Your copy should match the entries exactly, with the pictures left out.

—————

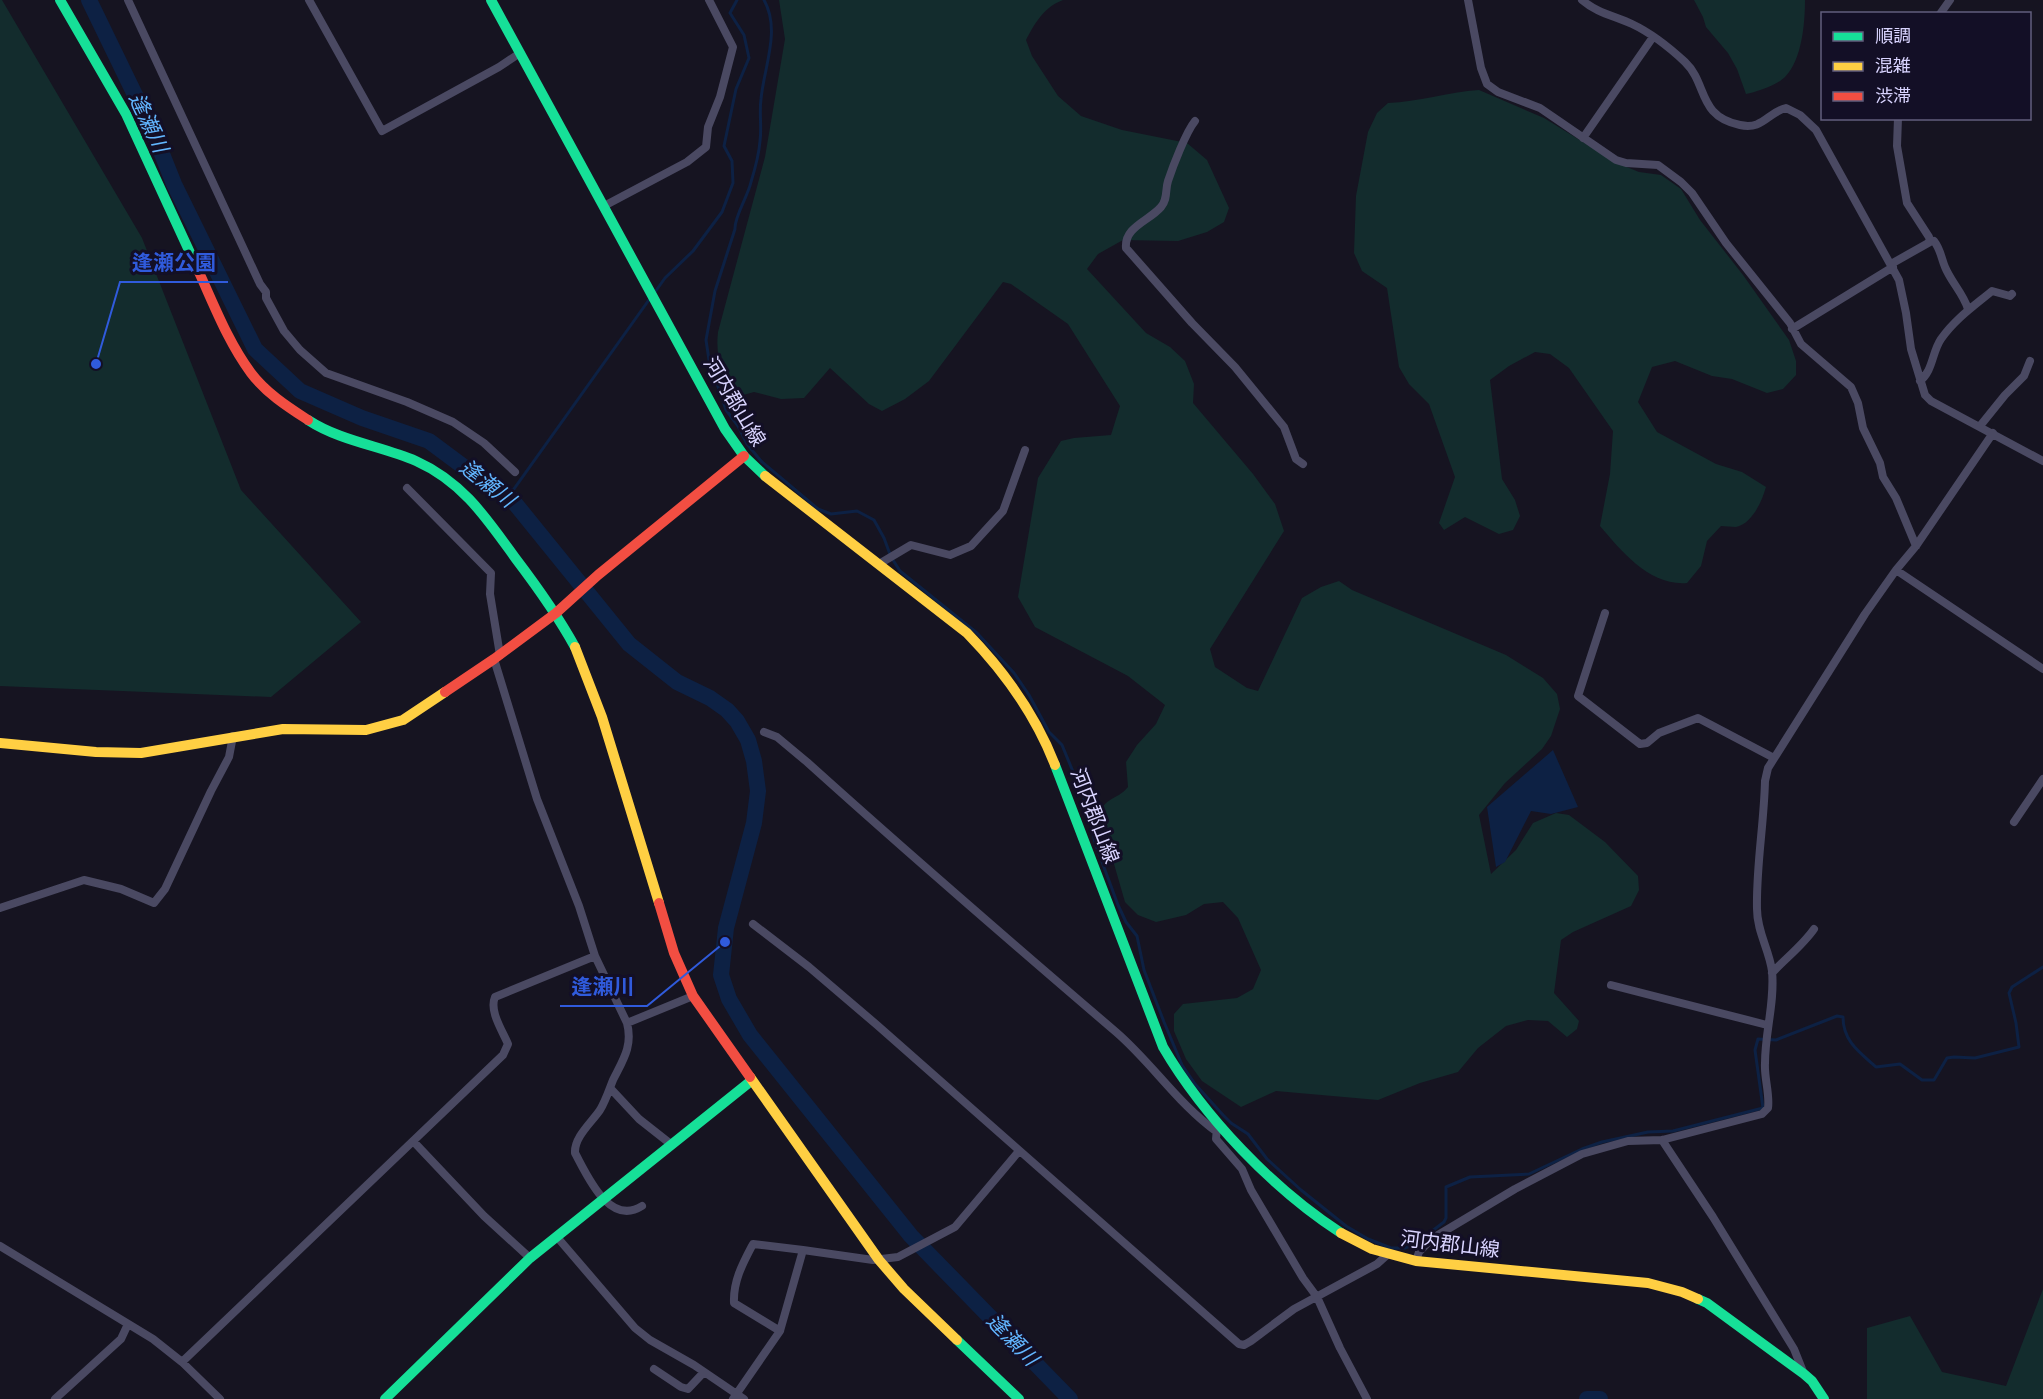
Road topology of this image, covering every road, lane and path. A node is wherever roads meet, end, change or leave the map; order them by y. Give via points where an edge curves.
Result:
1 (60, 0) edge
2 (128, 0) edge
3 (309, 0) edge
4 (491, 0) edge
5 (709, 0) edge
6 (1468, 0) edge
7 (1582, 0) edge
8 (1653, 37) junction
9 (520, 53) junction
10 (1898, 120) edge
11 (1195, 121) dead end
12 (1582, 138) junction
13 (604, 206) junction
14 (1934, 241) dead end
15 (1892, 266) junction
16 (2012, 294) dead end
17 (1968, 309) junction
18 (1792, 330) junction
19 (2030, 361) dead end
20 (1920, 381) junction
21 (1980, 426) junction
22 (1993, 433) junction
23 (1025, 450) dead end
24 (744, 456) junction
25 (2043, 461) edge
26 (1303, 464) dead end
27 (515, 472) dead end
28 (406, 488) dead end
29 (1916, 546) junction
30 (879, 564) junction
31 (1896, 570) junction
32 (559, 611) junction
33 (1605, 613) dead end
34 (497, 657) junction
35 (2043, 669) edge
36 (764, 732) dead end
37 (233, 736) junction
38 (0, 743) edge
39 (1774, 758) junction
40 (2043, 778) edge
41 (2014, 822) dead end
42 (0, 908) edge
43 (753, 924) dead end
44 (1814, 929) dead end
45 (595, 956) junction
46 (1772, 973) junction
47 (1611, 986) dead end
48 (693, 996) junction
49 (627, 1023) junction
50 (1767, 1026) junction
51 (751, 1081) junction
52 (611, 1089) junction
53 (1218, 1128) junction
54 (1662, 1140) junction
55 (413, 1142) junction
56 (672, 1145) junction
57 (1019, 1151) junction
58 (604, 1200) junction
59 (642, 1206) dead end
60 (557, 1238) junction
61 (0, 1246) edge
62 (803, 1250) junction
63 (1387, 1255) junction
64 (530, 1258) junction
65 (879, 1260) junction
66 (1416, 1261) junction
67 (1317, 1297) junction
68 (128, 1324) junction
69 (780, 1331) junction
70 (182, 1362) junction
71 (654, 1370) dead end
72 (704, 1372) junction
73 (1804, 1374) junction
74 (738, 1398) edge
75 (55, 1399) edge
76 (220, 1399) edge
77 (386, 1399) edge
78 (1019, 1399) edge
79 (1367, 1399) edge
80 (1824, 1399) edge

1 - 32 street via 126,114 232,343 252,375 279,401 314,424 415,461 457,487 479,508
2 - 27 street via 284,331 327,374 453,422 484,443
3 - 9 street via 382,131
4 - 9 street, 河内郡山線
5 - 13 street via 733,47 708,127 706,147 687,162
6 - 12 street via 1487,84 1497,93 1540,108
7 - 8 street
8 - 12 street
8 - 15 street via 1688,64 1709,107 1729,120 1753,127 1786,108 1808,122 1820,136
9 - 13 street, 河内郡山線
10 - 15 street via 1897,146 1907,203 1930,242
11 - 26 street via 1167,184 1165,202 1129,233 1126,248 1284,427 1296,459
12 - 18 street via 1616,160 1658,165 1681,182
13 - 24 street, 河内郡山線 via 725,429
14 - 17 street
15 - 18 street
15 - 20 street via 1902,288
16 - 17 street via 1992,291
17 - 20 street via 1939,341 1927,374
18 - 29 street via 1807,351 1844,379 1855,393 1863,428
19 - 21 street via 2024,376
20 - 21 street via 1931,402
21 - 22 street
22 - 25 street
22 - 29 street
23 - 30 street via 1003,511 971,546 950,555 911,545
24 - 30 street, 河内郡山線
24 - 32 street
28 - 34 street via 491,573
29 - 31 street
30 - 53 street, 河内郡山線 via 967,633 1007,677 1028,710 1053,760 1163,1047 1177,1074
31 - 35 street
31 - 39 street
32 - 34 street
32 - 48 street via 602,717 674,953
33 - 39 street via 1578,696 1640,744 1698,718
34 - 37 street via 420,710 383,727 343,731 283,729
34 - 45 street via 537,799
36 - 53 street via 807,762 1117,1033 1192,1113
37 - 38 street via 141,753
37 - 42 street via 229,757 165,889 154,903 84,880
39 - 46 street via 1765,781 1757,908 1760,935
40 - 41 street
43 - 57 street via 877,1025
44 - 46 street
45 - 49 street
45 - 55 street via 495,997 494,1013 507,1048
46 - 50 street
47 - 50 street
48 - 49 street
48 - 51 street
49 - 52 street via 628,1049
50 - 54 street via 1764,1064 1769,1105 1765,1112
51 - 56 street
51 - 65 street
52 - 56 street via 639,1119
52 - 58 street via 575,1148
53 - 63 street, 河内郡山線 via 1302,1204 1348,1238
53 - 67 street via 1216,1139 1242,1169
54 - 66 street via 1628,1141 1582,1154 1433,1238
54 - 73 street via 1794,1349
55 - 64 street
55 - 70 street
56 - 58 street
57 - 65 street via 955,1227 898,1257
57 - 67 street via 1239,1344 1251,1341
58 - 59 street via 628,1210
58 - 60 street
60 - 64 street
60 - 72 street via 635,1328
61 - 68 street
62 - 65 street
62 - 69 street
62 - 69 street via 753,1244 740,1268 734,1303
63 - 66 street, 河内郡山線
63 - 67 street
64 - 77 street
65 - 78 street
66 - 73 street, 河内郡山線 via 1648,1283 1682,1292 1707,1303
67 - 79 street
68 - 70 street
68 - 75 street via 121,1339
69 - 74 street
70 - 76 street
71 - 72 street via 688,1389
72 - 74 street
73 - 80 street, 河内郡山線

—————

> Task solution
Road topology of this image, covering every road, lane and path. A node is wherever roads meet, end, change or leave the map; order them by y. Give via points where an edge curves.
Result:
1 (60, 0) edge
2 (128, 0) edge
3 (309, 0) edge
4 (491, 0) edge
5 (709, 0) edge
6 (1468, 0) edge
7 (1582, 0) edge
8 (1653, 37) junction
9 (520, 53) junction
10 (1898, 120) edge
11 (1195, 121) dead end
12 (1582, 138) junction
13 (604, 206) junction
14 (1934, 241) dead end
15 (1892, 266) junction
16 (2012, 294) dead end
17 (1968, 309) junction
18 (1792, 330) junction
19 (2030, 361) dead end
20 (1920, 381) junction
21 (1980, 426) junction
22 (1993, 433) junction
23 (1025, 450) dead end
24 (744, 456) junction
25 (2043, 461) edge
26 (1303, 464) dead end
27 (515, 472) dead end
28 (406, 488) dead end
29 (1916, 546) junction
30 (879, 564) junction
31 (1896, 570) junction
32 (559, 611) junction
33 (1605, 613) dead end
34 (497, 657) junction
35 (2043, 669) edge
36 (764, 732) dead end
37 (233, 736) junction
38 (0, 743) edge
39 (1774, 758) junction
40 (2043, 778) edge
41 (2014, 822) dead end
42 (0, 908) edge
43 (753, 924) dead end
44 (1814, 929) dead end
45 (595, 956) junction
46 (1772, 973) junction
47 (1611, 986) dead end
48 (693, 996) junction
49 (627, 1023) junction
50 (1767, 1026) junction
51 (751, 1081) junction
52 (611, 1089) junction
53 (1218, 1128) junction
54 (1662, 1140) junction
55 (413, 1142) junction
56 (672, 1145) junction
57 (1019, 1151) junction
58 (604, 1200) junction
59 (642, 1206) dead end
60 (557, 1238) junction
61 (0, 1246) edge
62 (803, 1250) junction
63 (1387, 1255) junction
64 (530, 1258) junction
65 (879, 1260) junction
66 (1416, 1261) junction
67 (1317, 1297) junction
68 (128, 1324) junction
69 (780, 1331) junction
70 (182, 1362) junction
71 (654, 1370) dead end
72 (704, 1372) junction
73 (1804, 1374) junction
74 (738, 1398) edge
75 (55, 1399) edge
76 (220, 1399) edge
77 (386, 1399) edge
78 (1019, 1399) edge
79 (1367, 1399) edge
80 (1824, 1399) edge

1 - 32 street via 126,114 232,343 252,375 279,401 314,424 415,461 457,487 479,508
2 - 27 street via 284,331 327,374 453,422 484,443
3 - 9 street via 382,131
4 - 9 street, 河内郡山線
5 - 13 street via 733,47 708,127 706,147 687,162
6 - 12 street via 1487,84 1497,93 1540,108
7 - 8 street
8 - 12 street
8 - 15 street via 1688,64 1709,107 1729,120 1753,127 1786,108 1808,122 1820,136
9 - 13 street, 河内郡山線
10 - 15 street via 1897,146 1907,203 1930,242
11 - 26 street via 1167,184 1165,202 1129,233 1126,248 1284,427 1296,459
12 - 18 street via 1616,160 1658,165 1681,182
13 - 24 street, 河内郡山線 via 725,429
14 - 17 street
15 - 18 street
15 - 20 street via 1902,288
16 - 17 street via 1992,291
17 - 20 street via 1939,341 1927,374
18 - 29 street via 1807,351 1844,379 1855,393 1863,428
19 - 21 street via 2024,376
20 - 21 street via 1931,402
21 - 22 street
22 - 25 street
22 - 29 street
23 - 30 street via 1003,511 971,546 950,555 911,545
24 - 30 street, 河内郡山線
24 - 32 street
28 - 34 street via 491,573
29 - 31 street
30 - 53 street, 河内郡山線 via 967,633 1007,677 1028,710 1053,760 1163,1047 1177,1074
31 - 35 street
31 - 39 street
32 - 34 street
32 - 48 street via 602,717 674,953
33 - 39 street via 1578,696 1640,744 1698,718
34 - 37 street via 420,710 383,727 343,731 283,729
34 - 45 street via 537,799
36 - 53 street via 807,762 1117,1033 1192,1113
37 - 38 street via 141,753
37 - 42 street via 229,757 165,889 154,903 84,880
39 - 46 street via 1765,781 1757,908 1760,935
40 - 41 street
43 - 57 street via 877,1025
44 - 46 street
45 - 49 street
45 - 55 street via 495,997 494,1013 507,1048
46 - 50 street
47 - 50 street
48 - 49 street
48 - 51 street
49 - 52 street via 628,1049
50 - 54 street via 1764,1064 1769,1105 1765,1112
51 - 56 street
51 - 65 street
52 - 56 street via 639,1119
52 - 58 street via 575,1148
53 - 63 street, 河内郡山線 via 1302,1204 1348,1238
53 - 67 street via 1216,1139 1242,1169
54 - 66 street via 1628,1141 1582,1154 1433,1238
54 - 73 street via 1794,1349
55 - 64 street
55 - 70 street
56 - 58 street
57 - 65 street via 955,1227 898,1257
57 - 67 street via 1239,1344 1251,1341
58 - 59 street via 628,1210
58 - 60 street
60 - 64 street
60 - 72 street via 635,1328
61 - 68 street
62 - 65 street
62 - 69 street
62 - 69 street via 753,1244 740,1268 734,1303
63 - 66 street, 河内郡山線
63 - 67 street
64 - 77 street
65 - 78 street
66 - 73 street, 河内郡山線 via 1648,1283 1682,1292 1707,1303
67 - 79 street
68 - 70 street
68 - 75 street via 121,1339
69 - 74 street
70 - 76 street
71 - 72 street via 688,1389
72 - 74 street
73 - 80 street, 河内郡山線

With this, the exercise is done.